Depuis la défaite de François Fillon à l'élection présidentielle, la droite s'est déchirée jusqu'à désigner son nouveau chef, Laurent Wauquiez, qui doit mener une formation allégée des Constructifs et des centristes de l'UDI. Retour sur une catastrophe industrielle politique.

François Fillon le soir du premier tour de l'élection présidentielle
François Fillon le soir du premier tour de l'élection présidentielle © AFP / Lionel BONAVENTURE

La fin de l'année approche et avec elle l'heure du bilan pour les grandes formations politiques. Tous les jours de la semaine, le point sur un parti. Lundi, c'était les six premiers mois de LREM, ce mardi, c'est au tour de Les Républicains.

Car 2017, c'était l'année LR, "l'élection imperdable". Dans les faits, la campagne a tourné court et la présidentielle est "devenue l'élection ingagnable". La formule est de Brice Hortefeux, elle résume bien l’annus horribilis de la droite française.

Fin 2016, François Fillon est au sommet. Victoire à la primaire de la droite, François Hollande hors-jeu, la gauche en lambeau : l'ancien Premier ministre de Nicolas Sarkozy est la seule alternative à Marine Le Pen.
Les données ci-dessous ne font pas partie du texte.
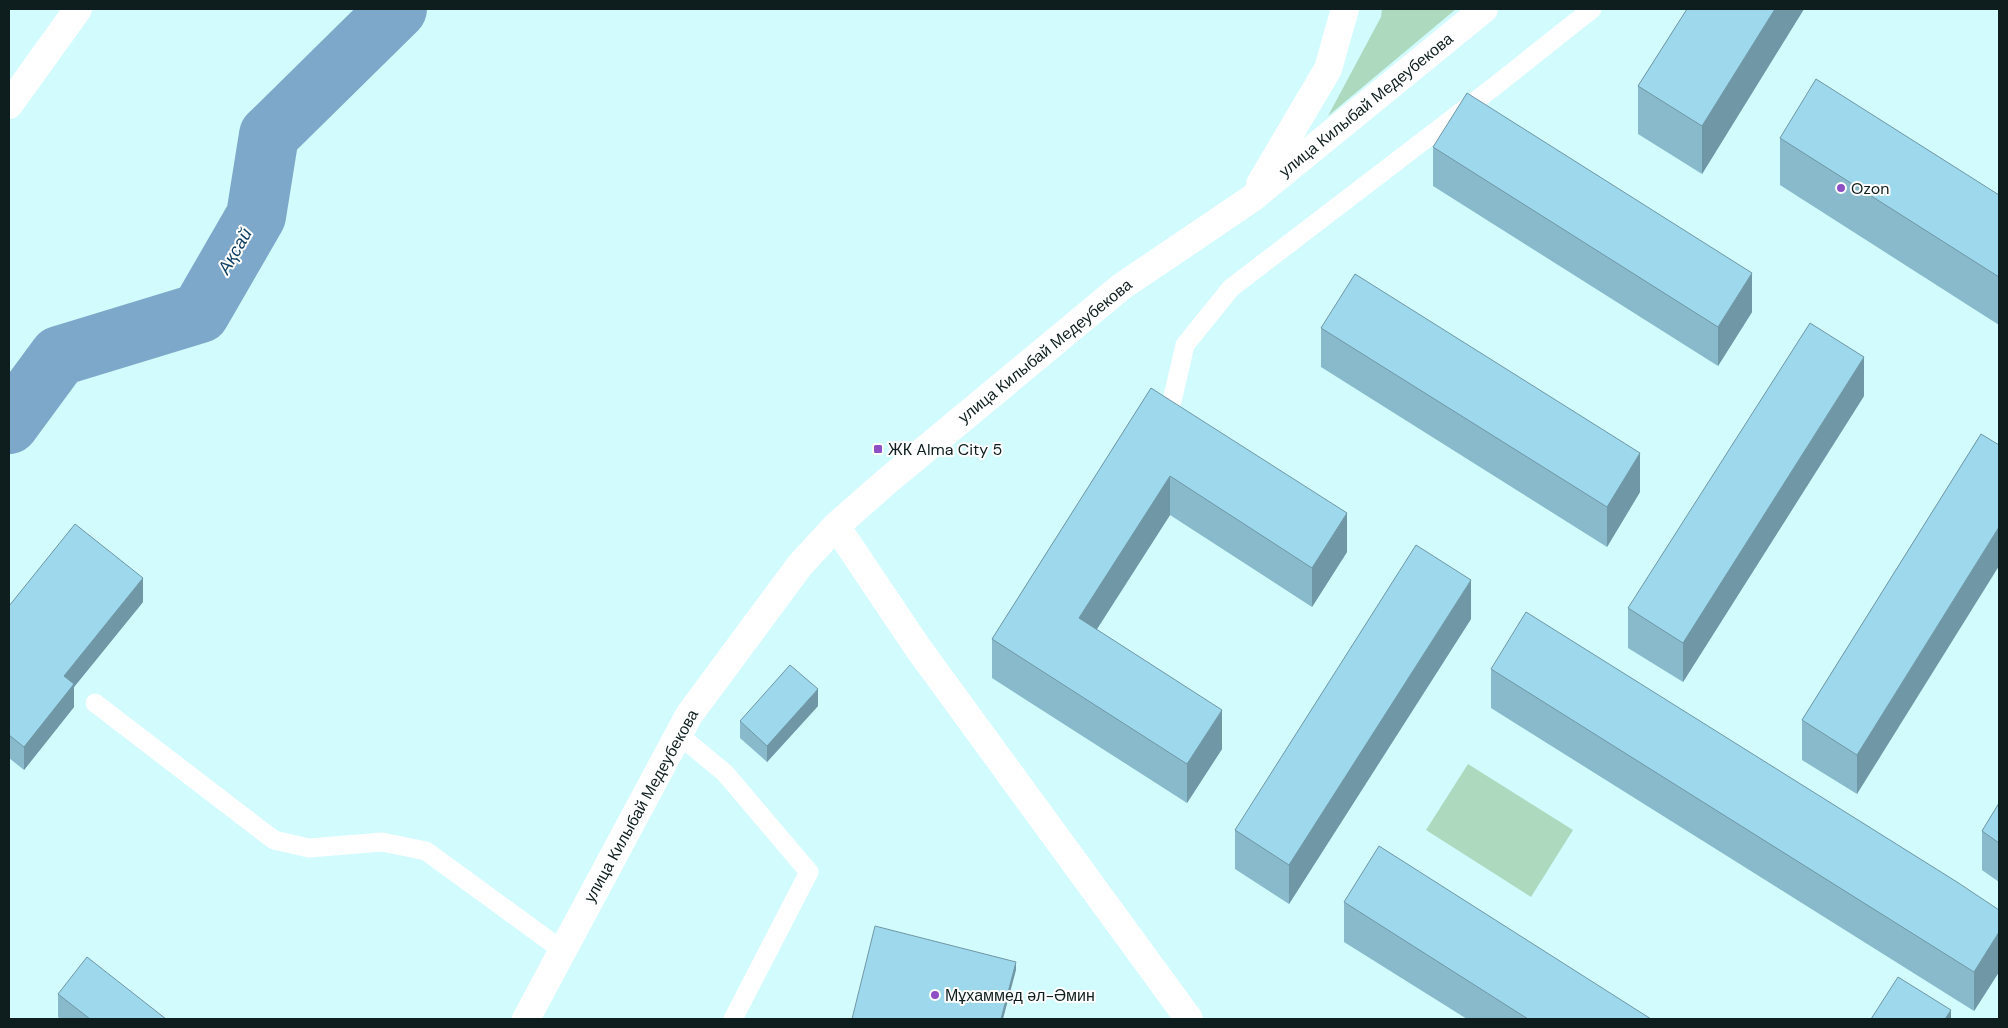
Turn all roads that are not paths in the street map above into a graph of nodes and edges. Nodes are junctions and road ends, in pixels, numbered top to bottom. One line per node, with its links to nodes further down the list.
1 (78, 9): 5 (main road)
2 (1345, 9): 6 (main road)
3 (1484, 9): 6 (main road, улица Килыбай Медеубекова)
4 (1592, 9): 7 (lane)
5 (9, 105)
6 (1251, 199): 8 (main road, улица Килыбай Медеубекова)
7 (1172, 401)
8 (836, 526): 10 (main road, улица Килыбай Медеубекова); 14 (main road)
9 (95, 703): 11 (lane)
10 (679, 735): 11 (main road, улица Килыбай Медеубекова); 13 (lane)
11 (563, 951): 12 (main road, улица Килыбай Медеубекова)
12 (526, 1019)
13 (734, 1019)
14 (1189, 1019)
Alors François Fillon assume son programme libérale sans concession : 500 000 postes en moins dans la fonction publique, la fin du tiers payant généralisé, la réforme de la sécurité sociale. Remède de cheval qui commence à le faire glisser dans les sondages dès le début de l’année. 

19 % au premier tour, du jamais vu depuis 1965

Et puis il y a le 25 janvier, le Canard Enchaîné, les emplois fictifs de sa femme, de ses enfants... "Complot", "coup d’état", "cabinet noir", dénonce François Fillon. Sans succès, ses déplacements sont pollués, son entourage commence à le lâcher.

Puis François Fillon se fait harakiri, explique sur TF1 qu’il ne renoncera pas, sauf s’il est mis en examen. C’est fait, le 14 mars, mais il ne lâche toujours pas, empêche un plan B avec Juppé, s’obstine avec la droite catho réac de Sens commun. 

Une dernière illusion place du Trocadéro, avec un grand meeting, puis le retour à la réalité, le 23 avril : 19 % au premier tour, la droite est éliminée, du jamais vu depuis 1965. 

La suite, on la connait. Elle s’appelle Laurent Wauquiez, seul pour reprendre LR, à terre.